• Task goal
Copy out each line of the listing below in which the string "دهان" occurs.
--------------------
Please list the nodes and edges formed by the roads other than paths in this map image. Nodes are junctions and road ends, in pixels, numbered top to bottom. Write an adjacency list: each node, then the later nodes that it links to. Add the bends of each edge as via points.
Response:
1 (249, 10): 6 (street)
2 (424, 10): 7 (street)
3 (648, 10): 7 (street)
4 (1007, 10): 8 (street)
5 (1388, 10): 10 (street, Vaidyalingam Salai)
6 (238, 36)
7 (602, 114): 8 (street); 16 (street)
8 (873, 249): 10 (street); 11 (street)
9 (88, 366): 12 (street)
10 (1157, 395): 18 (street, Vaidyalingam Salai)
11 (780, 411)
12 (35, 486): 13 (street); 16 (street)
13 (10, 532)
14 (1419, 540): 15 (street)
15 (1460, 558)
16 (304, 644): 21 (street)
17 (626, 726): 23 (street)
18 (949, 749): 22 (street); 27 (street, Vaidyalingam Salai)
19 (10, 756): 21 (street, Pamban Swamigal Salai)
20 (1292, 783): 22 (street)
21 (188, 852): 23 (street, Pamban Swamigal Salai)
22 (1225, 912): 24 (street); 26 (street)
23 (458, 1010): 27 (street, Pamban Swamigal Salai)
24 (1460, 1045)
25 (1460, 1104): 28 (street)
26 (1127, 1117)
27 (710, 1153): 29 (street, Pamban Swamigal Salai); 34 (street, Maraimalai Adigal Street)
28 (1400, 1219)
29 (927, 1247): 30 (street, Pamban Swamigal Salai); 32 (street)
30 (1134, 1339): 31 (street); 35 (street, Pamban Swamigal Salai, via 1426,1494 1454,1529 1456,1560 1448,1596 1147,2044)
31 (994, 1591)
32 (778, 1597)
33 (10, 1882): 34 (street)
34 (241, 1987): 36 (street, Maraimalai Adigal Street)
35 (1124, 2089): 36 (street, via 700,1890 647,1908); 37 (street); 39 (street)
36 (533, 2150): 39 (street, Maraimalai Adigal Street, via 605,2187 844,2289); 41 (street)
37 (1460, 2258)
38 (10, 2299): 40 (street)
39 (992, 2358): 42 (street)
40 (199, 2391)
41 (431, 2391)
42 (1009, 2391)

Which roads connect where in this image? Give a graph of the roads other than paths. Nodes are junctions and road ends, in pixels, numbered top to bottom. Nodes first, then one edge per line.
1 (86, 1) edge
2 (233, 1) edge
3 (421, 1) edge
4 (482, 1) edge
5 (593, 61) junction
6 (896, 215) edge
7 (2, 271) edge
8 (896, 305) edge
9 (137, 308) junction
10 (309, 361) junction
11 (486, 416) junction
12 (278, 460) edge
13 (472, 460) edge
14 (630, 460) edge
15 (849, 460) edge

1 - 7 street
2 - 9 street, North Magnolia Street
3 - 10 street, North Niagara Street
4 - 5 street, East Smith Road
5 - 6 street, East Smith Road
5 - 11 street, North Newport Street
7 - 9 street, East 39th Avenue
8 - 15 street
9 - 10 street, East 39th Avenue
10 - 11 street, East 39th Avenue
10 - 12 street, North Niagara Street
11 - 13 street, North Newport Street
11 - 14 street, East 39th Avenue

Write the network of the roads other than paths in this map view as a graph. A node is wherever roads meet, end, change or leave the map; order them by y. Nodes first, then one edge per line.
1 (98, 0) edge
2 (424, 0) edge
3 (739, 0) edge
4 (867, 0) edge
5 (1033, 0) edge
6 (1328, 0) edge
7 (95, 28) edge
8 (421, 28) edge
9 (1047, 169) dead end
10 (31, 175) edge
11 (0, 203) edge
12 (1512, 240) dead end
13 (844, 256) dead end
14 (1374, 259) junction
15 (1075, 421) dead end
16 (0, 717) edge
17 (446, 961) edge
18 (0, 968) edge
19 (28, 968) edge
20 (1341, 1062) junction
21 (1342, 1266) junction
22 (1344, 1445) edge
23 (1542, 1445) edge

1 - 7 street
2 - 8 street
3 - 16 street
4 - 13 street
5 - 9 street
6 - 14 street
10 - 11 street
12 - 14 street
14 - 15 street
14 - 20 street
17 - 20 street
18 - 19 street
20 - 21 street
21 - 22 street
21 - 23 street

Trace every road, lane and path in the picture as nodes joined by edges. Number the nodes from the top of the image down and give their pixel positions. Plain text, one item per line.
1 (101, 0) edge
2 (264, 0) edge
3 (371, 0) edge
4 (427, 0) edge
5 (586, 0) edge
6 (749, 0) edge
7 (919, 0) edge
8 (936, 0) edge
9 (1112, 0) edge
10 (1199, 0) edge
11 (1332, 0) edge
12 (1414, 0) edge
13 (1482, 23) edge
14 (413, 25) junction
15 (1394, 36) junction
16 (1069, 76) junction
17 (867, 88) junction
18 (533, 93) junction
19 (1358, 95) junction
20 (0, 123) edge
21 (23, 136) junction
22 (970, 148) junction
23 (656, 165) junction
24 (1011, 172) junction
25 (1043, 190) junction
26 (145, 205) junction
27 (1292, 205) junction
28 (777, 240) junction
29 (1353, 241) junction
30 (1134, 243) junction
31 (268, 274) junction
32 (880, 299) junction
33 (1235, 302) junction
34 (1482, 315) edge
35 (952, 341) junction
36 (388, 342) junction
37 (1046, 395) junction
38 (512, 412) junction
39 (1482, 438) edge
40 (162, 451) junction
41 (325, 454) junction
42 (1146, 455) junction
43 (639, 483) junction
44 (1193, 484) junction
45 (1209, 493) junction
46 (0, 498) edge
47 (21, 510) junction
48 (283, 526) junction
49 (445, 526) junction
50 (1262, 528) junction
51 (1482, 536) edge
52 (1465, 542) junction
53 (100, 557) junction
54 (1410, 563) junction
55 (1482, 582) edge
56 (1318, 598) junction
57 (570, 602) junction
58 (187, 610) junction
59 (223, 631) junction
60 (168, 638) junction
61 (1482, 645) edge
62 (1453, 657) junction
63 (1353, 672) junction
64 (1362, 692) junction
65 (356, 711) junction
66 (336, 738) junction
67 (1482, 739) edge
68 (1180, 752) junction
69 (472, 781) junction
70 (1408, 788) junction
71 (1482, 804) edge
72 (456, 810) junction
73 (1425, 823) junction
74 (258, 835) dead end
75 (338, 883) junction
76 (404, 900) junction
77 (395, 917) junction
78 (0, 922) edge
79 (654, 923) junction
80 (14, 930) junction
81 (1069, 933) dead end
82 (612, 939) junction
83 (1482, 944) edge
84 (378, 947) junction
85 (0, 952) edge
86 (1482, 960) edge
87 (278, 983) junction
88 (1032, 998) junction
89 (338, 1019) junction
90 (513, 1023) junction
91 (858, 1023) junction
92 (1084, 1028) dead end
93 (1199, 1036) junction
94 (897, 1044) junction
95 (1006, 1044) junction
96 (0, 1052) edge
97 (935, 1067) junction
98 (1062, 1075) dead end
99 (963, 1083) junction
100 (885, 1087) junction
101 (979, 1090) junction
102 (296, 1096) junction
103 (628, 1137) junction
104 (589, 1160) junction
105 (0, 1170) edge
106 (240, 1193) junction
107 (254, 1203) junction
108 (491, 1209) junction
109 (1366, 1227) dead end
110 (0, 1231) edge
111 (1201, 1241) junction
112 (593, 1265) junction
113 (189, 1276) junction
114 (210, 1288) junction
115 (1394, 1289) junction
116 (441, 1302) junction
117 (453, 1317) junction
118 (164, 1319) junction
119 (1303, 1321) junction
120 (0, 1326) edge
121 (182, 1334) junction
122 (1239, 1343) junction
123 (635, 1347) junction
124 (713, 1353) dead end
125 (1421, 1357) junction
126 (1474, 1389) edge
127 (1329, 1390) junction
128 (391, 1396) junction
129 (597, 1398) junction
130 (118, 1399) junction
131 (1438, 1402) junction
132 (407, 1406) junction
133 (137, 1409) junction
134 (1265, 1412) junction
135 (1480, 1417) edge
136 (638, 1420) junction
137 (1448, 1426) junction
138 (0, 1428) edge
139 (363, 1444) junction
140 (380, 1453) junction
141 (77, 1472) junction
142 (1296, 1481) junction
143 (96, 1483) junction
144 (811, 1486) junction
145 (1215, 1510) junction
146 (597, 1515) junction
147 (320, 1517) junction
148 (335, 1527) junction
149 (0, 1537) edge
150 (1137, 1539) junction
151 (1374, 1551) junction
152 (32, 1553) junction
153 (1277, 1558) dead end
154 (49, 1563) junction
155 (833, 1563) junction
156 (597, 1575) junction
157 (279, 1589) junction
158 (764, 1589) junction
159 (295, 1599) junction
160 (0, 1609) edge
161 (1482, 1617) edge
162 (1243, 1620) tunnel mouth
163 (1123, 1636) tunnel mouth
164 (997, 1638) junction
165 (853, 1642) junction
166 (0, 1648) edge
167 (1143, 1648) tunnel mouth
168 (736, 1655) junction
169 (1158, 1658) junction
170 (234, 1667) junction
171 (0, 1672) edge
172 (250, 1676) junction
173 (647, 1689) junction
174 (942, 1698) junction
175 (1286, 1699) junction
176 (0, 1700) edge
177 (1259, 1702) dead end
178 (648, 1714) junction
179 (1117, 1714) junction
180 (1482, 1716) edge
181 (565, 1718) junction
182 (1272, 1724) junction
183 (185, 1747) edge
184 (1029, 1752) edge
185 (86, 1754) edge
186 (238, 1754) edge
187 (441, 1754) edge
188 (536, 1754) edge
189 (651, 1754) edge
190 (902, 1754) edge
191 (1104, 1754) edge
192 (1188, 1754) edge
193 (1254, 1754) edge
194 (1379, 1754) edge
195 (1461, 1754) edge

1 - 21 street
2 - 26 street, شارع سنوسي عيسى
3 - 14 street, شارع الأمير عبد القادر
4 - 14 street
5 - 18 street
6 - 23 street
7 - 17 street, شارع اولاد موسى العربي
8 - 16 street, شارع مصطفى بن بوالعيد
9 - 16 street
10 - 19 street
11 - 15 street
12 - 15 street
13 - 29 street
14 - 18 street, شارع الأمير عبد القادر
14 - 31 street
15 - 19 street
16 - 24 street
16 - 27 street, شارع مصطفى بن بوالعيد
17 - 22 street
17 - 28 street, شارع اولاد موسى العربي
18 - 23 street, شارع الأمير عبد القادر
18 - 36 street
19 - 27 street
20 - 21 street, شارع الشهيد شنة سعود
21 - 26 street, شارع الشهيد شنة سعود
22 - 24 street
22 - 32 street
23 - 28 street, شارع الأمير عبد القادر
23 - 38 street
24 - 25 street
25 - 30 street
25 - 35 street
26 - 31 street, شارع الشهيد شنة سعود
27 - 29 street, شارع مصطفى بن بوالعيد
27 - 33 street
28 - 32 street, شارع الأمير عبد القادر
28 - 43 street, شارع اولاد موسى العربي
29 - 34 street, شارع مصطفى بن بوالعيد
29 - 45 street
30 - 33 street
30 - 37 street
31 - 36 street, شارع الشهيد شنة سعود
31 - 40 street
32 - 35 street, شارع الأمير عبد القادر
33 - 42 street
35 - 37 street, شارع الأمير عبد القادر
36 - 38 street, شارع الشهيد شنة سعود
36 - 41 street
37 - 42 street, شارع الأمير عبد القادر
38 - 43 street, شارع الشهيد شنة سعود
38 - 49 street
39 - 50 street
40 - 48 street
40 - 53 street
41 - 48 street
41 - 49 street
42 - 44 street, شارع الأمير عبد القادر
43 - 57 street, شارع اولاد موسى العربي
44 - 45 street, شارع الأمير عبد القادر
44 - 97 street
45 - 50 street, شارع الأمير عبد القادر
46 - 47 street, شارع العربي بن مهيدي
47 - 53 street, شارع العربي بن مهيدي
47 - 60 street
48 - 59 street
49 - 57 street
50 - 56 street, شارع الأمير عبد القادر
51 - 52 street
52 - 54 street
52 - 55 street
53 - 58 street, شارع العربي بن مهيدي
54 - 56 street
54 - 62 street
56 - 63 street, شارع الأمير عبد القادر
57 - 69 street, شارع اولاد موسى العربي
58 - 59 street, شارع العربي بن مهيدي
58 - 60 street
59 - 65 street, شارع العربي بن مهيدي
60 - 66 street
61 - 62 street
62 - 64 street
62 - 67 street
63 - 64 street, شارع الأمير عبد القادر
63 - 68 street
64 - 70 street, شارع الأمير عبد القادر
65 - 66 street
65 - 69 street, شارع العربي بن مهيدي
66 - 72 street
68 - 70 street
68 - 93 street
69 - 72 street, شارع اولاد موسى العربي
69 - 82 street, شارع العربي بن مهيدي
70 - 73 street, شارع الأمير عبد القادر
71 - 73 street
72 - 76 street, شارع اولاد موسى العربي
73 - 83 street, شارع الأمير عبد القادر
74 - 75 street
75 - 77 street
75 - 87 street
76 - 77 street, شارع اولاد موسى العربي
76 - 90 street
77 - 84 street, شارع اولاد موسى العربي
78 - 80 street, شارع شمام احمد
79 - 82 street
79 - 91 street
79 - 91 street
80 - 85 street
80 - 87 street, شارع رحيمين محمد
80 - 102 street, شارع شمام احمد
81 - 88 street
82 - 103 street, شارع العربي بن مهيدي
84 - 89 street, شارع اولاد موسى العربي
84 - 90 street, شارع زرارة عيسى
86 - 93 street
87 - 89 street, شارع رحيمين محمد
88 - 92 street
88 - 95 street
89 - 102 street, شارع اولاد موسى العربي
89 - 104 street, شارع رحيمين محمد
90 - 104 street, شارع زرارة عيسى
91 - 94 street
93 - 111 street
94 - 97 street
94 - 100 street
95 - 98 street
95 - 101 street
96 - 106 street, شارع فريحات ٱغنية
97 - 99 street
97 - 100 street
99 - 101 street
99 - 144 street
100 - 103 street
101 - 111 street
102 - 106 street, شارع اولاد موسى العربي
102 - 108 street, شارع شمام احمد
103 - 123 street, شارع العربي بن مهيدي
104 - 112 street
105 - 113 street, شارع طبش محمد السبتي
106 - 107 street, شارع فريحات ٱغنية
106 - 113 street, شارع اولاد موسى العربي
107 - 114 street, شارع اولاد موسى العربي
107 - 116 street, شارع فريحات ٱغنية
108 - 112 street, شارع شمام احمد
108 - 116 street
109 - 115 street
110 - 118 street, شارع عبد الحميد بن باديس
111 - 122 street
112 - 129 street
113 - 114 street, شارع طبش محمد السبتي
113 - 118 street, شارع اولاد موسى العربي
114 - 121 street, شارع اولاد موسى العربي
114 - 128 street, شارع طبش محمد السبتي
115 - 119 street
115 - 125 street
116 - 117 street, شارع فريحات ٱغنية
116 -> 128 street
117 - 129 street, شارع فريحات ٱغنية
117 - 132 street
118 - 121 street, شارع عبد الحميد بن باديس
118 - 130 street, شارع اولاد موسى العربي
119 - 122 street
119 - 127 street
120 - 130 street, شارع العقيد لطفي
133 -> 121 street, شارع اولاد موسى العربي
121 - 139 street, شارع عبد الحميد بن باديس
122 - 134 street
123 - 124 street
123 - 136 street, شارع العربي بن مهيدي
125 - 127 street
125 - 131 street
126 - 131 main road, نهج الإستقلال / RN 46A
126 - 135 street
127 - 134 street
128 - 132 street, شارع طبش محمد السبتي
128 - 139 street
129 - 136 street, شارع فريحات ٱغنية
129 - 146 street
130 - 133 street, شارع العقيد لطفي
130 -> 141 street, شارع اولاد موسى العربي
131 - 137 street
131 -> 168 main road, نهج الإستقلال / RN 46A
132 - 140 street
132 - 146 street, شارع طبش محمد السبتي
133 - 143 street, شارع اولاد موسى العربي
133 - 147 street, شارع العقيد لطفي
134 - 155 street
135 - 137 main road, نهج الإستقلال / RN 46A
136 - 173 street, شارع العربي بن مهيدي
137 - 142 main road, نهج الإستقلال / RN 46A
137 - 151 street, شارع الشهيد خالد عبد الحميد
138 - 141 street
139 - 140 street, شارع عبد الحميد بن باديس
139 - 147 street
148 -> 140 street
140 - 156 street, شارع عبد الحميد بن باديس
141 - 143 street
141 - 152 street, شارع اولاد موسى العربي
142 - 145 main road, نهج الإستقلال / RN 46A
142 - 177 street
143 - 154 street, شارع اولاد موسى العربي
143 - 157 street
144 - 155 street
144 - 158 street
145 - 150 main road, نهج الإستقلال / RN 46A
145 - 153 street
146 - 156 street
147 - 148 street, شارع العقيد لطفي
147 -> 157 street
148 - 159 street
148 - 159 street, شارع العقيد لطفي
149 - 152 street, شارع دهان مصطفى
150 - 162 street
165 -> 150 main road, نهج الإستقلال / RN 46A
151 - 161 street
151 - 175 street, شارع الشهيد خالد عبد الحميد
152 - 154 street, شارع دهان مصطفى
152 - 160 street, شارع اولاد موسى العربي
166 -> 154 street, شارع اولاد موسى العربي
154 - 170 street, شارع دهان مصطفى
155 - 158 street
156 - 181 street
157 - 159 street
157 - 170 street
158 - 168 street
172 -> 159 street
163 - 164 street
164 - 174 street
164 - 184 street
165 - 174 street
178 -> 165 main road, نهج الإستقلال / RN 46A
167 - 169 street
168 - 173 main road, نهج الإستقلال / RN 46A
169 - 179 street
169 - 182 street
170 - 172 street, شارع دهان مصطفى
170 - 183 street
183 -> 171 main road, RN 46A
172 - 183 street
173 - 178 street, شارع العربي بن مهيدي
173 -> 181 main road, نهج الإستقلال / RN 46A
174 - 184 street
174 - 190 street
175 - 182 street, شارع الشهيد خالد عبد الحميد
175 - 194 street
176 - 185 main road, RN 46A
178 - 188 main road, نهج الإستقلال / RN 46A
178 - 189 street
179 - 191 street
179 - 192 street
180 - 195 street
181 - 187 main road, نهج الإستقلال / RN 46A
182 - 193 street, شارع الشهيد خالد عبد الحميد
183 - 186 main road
--------------------
• Your response
149 - 152 street, شارع دهان مصطفى
152 - 154 street, شارع دهان مصطفى
154 - 170 street, شارع دهان مصطفى
170 - 172 street, شارع دهان مصطفى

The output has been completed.